Any car that is relegated outside the top 30 will have its qualification speed voided, but they can make as many attempts to bump their way back into the top 30 as possible within the remaining time.
The four drivers that didn’t make it into the top 30 will have to wait until the next day to qualify for the Indianapolis 500.
Beginning at 11:30 local time/16:30 BST, there will be two 60-minute practice sessions held consecutively. The first is for the 12 fastest qualifiers from Saturday, and the second is for the four drivers who must take part in Last Chance Qualifying.
Top 12 Qualifying (14:00 local time/19:00 BST)
The twelve fastest qualifiers from Saturday will make another four-lap run, in order from slowest to fastest. Unlike Saturday’s full-field qualifying, every driver will be guaranteed one – and only one – attempt to qualify.
At the end of the session, positions 7-12 will be locked in, and the remaining six drivers will proceed to a pole shootout later in the evening.
Last Chance Qualifying (15:05 local time/20:05 BST)
Four drivers will contest the remaining three grid positions in a one-hour timed session. Every car is guaranteed a minimum of one attempt and may make multiple attempts until time expires.
Cars will be allowed an additional “cool-down lap” following each qualifying attempt in order to expedite engine cooling for another run, but only until there are ten minutes left in the session.
Each car’s most recent qualifying speed will remain eligible for the starting lineup until the time is withdrawn (i.e. via entering the priority lane for another attempt) or until the end of the session.
The most recent Last Chance Qualifying session was held in 2021, when two-time and reigning IndyCar Series champion Will Power escaped humiliation and qualified for the race alongside Sage Karam and Simona de Silvestro, while Charlie Kimball and RC Enerson failed to qualify.
In 2019, six cars and drivers contested the remaining three grid slots.
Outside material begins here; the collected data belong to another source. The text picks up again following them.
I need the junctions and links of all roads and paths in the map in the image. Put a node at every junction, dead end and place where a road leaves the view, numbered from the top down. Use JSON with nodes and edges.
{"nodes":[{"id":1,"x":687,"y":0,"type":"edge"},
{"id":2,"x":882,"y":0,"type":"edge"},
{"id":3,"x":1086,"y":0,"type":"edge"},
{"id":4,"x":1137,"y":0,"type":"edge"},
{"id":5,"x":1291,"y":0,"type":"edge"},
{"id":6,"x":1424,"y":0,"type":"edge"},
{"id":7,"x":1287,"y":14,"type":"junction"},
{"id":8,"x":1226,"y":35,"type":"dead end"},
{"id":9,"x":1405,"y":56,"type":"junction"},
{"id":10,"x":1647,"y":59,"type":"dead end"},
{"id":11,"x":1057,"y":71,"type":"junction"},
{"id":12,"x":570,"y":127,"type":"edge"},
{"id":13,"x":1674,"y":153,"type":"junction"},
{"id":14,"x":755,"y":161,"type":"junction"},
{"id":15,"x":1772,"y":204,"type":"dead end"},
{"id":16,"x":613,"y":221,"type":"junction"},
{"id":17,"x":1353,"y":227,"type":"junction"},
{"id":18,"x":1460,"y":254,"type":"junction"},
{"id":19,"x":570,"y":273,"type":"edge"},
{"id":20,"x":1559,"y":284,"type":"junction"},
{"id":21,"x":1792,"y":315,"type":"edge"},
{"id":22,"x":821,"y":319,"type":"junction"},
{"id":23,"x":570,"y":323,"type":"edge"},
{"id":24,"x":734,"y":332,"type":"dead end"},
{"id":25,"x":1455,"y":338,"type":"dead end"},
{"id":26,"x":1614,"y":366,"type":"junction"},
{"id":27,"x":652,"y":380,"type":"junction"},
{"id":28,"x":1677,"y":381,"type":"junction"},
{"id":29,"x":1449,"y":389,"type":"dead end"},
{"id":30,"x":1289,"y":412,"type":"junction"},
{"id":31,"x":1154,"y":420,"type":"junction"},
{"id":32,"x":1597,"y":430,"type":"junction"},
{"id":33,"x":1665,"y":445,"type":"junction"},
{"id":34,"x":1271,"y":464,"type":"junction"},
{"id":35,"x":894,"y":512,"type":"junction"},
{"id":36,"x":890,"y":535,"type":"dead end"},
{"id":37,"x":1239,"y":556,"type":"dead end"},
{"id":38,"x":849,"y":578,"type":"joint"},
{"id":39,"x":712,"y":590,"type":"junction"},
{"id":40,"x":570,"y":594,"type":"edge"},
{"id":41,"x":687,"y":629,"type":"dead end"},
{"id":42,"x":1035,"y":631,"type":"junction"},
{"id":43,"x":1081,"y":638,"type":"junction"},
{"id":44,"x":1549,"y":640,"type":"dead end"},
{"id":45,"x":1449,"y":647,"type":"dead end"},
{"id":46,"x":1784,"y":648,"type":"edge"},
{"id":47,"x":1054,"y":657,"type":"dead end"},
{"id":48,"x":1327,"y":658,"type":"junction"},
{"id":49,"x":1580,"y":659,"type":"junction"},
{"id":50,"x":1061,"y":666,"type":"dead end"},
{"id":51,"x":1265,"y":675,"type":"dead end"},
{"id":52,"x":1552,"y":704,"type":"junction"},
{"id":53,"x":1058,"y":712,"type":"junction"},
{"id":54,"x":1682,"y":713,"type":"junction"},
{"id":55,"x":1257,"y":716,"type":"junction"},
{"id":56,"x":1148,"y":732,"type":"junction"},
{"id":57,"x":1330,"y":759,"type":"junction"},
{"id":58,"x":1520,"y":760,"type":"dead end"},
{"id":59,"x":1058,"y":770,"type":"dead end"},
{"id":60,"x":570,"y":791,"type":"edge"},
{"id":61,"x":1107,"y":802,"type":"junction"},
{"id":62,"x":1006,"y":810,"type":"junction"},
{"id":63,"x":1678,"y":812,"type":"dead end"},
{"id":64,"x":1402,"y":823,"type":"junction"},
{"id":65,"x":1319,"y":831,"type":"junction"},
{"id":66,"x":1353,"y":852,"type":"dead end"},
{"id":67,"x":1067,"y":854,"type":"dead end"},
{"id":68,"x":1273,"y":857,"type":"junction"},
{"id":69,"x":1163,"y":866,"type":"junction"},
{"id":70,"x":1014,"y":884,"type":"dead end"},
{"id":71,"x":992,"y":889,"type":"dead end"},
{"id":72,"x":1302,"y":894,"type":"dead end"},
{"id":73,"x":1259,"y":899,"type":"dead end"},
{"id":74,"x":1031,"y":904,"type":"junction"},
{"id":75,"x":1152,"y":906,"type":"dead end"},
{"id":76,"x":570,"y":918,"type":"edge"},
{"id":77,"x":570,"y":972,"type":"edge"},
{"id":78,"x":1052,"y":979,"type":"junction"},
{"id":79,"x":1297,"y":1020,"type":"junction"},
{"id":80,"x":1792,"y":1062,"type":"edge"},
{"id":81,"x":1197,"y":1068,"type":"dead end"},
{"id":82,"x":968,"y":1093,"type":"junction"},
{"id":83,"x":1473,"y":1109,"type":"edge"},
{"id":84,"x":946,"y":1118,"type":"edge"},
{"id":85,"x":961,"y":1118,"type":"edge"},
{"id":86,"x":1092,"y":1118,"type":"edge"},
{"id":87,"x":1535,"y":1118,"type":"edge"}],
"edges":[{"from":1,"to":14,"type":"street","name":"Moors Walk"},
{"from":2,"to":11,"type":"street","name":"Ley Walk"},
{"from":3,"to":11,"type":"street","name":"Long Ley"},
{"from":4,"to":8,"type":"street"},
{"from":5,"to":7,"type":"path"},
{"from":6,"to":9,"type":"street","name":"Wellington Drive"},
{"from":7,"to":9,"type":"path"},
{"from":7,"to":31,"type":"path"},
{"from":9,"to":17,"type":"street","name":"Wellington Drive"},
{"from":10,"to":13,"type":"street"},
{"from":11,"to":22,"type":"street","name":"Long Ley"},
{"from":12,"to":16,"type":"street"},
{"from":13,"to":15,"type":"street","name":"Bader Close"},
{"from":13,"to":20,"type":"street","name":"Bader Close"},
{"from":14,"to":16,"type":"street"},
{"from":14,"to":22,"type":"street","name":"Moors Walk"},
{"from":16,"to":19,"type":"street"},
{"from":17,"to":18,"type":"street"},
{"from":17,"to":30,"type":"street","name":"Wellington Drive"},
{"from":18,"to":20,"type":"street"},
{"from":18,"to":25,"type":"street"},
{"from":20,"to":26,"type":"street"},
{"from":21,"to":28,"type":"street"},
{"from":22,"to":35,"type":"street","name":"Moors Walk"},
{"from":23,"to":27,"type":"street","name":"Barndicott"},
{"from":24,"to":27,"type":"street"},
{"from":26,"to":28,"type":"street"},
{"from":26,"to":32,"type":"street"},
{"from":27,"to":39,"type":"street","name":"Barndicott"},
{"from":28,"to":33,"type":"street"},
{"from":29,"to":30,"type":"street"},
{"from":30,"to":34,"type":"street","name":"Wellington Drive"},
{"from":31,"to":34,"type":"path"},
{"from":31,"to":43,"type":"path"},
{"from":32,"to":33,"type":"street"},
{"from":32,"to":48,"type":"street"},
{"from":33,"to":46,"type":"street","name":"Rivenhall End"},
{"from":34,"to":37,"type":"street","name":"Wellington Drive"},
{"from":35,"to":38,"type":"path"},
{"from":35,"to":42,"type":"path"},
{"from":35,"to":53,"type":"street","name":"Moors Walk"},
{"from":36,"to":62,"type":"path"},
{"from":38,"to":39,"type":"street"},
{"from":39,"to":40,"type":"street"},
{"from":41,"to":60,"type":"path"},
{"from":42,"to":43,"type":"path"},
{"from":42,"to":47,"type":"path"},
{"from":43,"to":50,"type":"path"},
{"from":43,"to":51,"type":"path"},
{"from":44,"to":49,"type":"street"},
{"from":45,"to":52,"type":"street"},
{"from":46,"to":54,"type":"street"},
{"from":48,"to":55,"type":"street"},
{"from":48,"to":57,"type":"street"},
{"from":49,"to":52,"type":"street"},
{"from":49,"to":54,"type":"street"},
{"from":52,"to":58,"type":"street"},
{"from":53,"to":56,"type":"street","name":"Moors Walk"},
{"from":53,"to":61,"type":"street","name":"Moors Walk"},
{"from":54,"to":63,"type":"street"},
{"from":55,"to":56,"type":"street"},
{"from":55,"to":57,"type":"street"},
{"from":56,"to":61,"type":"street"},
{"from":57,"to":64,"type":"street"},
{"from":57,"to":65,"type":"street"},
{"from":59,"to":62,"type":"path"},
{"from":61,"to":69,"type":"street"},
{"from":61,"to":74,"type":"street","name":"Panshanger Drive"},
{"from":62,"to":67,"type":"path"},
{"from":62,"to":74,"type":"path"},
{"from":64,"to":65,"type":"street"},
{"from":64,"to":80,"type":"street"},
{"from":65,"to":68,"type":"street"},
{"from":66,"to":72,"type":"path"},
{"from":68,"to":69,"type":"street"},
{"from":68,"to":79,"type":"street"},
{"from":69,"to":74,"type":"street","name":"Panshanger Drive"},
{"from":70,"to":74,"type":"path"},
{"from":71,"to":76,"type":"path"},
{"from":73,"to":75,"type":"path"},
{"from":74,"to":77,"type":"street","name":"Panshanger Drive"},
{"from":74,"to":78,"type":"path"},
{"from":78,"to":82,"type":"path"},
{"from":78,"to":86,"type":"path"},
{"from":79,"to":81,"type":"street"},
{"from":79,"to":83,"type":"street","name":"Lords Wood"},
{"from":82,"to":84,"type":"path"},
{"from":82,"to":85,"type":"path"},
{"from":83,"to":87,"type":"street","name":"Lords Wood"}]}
A dramatic final run by Juncos Racing driver Kyle Kaiser bumped two-time Formula 1 world champion Fernando Alonso and McLaren from the field. Kaiser joined Karam and James Hinchcliffe on the final row, while Pato O’Ward and Max Chilton failed to qualify along with Alonso.
Fast Six Qualifying (16:20 local time/21:20 BST)
The six fastest drivers from Top 12 qualifying will make a final qualifying run, in order from slowest to fastest from the preceding session.
The fastest driver will earn pole position and 12 IndyCar Series championship points, while the rest of the top 12 qualifiers will also earn championship points.
While the format of Indy 500 qualifying is somewhat complex to explain in words, compared to a single session or knockout qualifying format, most will find it intuitive to watch as it plays out in real time – and it does lend itself to genuine intrigue and tension over the days to come.